**TASK GOAL**. The whole listing should be retyped word for word, apart from the pictures it holds.

**SUPPLIED MATERIAL**.

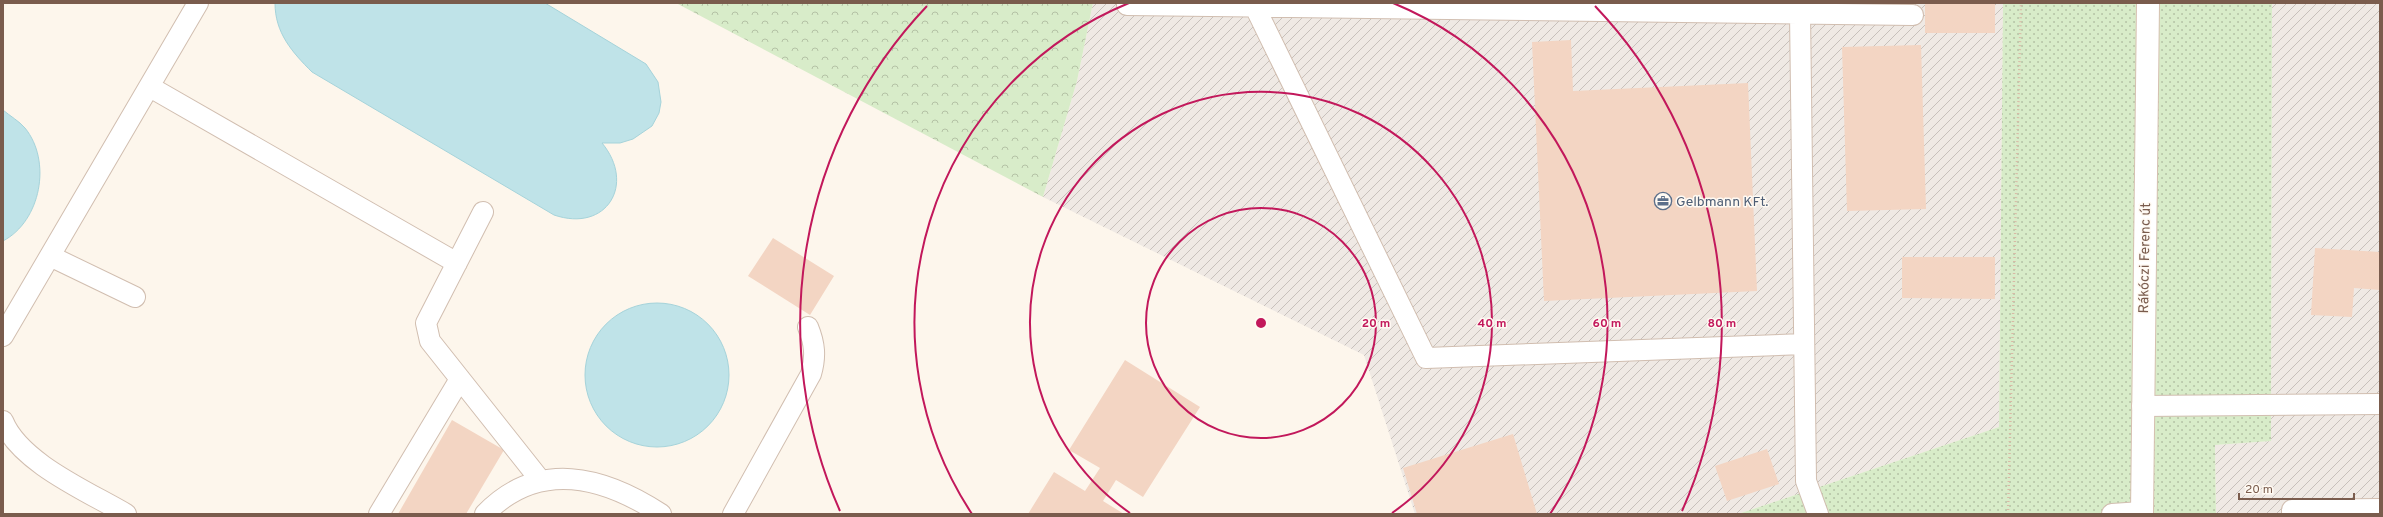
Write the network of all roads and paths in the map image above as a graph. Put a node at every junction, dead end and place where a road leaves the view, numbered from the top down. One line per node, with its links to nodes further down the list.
1 (198, 3): 8 (lane)
2 (2021, 3): 29 (path)
3 (2148, 3): 18 (main road, Rákóczi Ferenc út)
4 (1127, 5): 5 (lane)
5 (1255, 7): 6 (lane); 15 (lane)
6 (1800, 13): 7 (lane); 15 (lane)
7 (1913, 15)
8 (150, 87): 10 (lane); 11 (lane)
9 (483, 212): 11 (lane)
10 (50, 256): 12 (lane); 14 (lane)
11 (457, 263): 16 (lane)
12 (135, 297)
13 (808, 327): 27 (lane)
14 (3, 336)
15 (1804, 344): 28 (lane)
16 (460, 379): 20 (lane); 24 (lane)
17 (2380, 404): 18 (lane)
18 (2142, 406): 22 (main road, Rákóczi Ferenc út)
19 (3, 421): 23 (lane)
20 (541, 481): 25 (lane); 26 (lane)
21 (2380, 509): 31 (lane)
22 (2142, 513): 30 (lane)
23 (126, 514)
24 (379, 514)
25 (485, 514)
26 (661, 514)
27 (733, 514)
28 (1818, 514)
29 (2008, 514)
30 (2112, 514)
31 (2292, 514)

**REPLY**.
Write the network of all roads and paths in the map image above as a graph. Put a node at every junction, dead end and place where a road leaves the view, numbered from the top down. One line per node, with its links to nodes further down the list.
1 (198, 3): 8 (lane)
2 (2021, 3): 29 (path)
3 (2148, 3): 18 (main road, Rákóczi Ferenc út)
4 (1127, 5): 5 (lane)
5 (1255, 7): 6 (lane); 15 (lane)
6 (1800, 13): 7 (lane); 15 (lane)
7 (1913, 15)
8 (150, 87): 10 (lane); 11 (lane)
9 (483, 212): 11 (lane)
10 (50, 256): 12 (lane); 14 (lane)
11 (457, 263): 16 (lane)
12 (135, 297)
13 (808, 327): 27 (lane)
14 (3, 336)
15 (1804, 344): 28 (lane)
16 (460, 379): 20 (lane); 24 (lane)
17 (2380, 404): 18 (lane)
18 (2142, 406): 22 (main road, Rákóczi Ferenc út)
19 (3, 421): 23 (lane)
20 (541, 481): 25 (lane); 26 (lane)
21 (2380, 509): 31 (lane)
22 (2142, 513): 30 (lane)
23 (126, 514)
24 (379, 514)
25 (485, 514)
26 (661, 514)
27 (733, 514)
28 (1818, 514)
29 (2008, 514)
30 (2112, 514)
31 (2292, 514)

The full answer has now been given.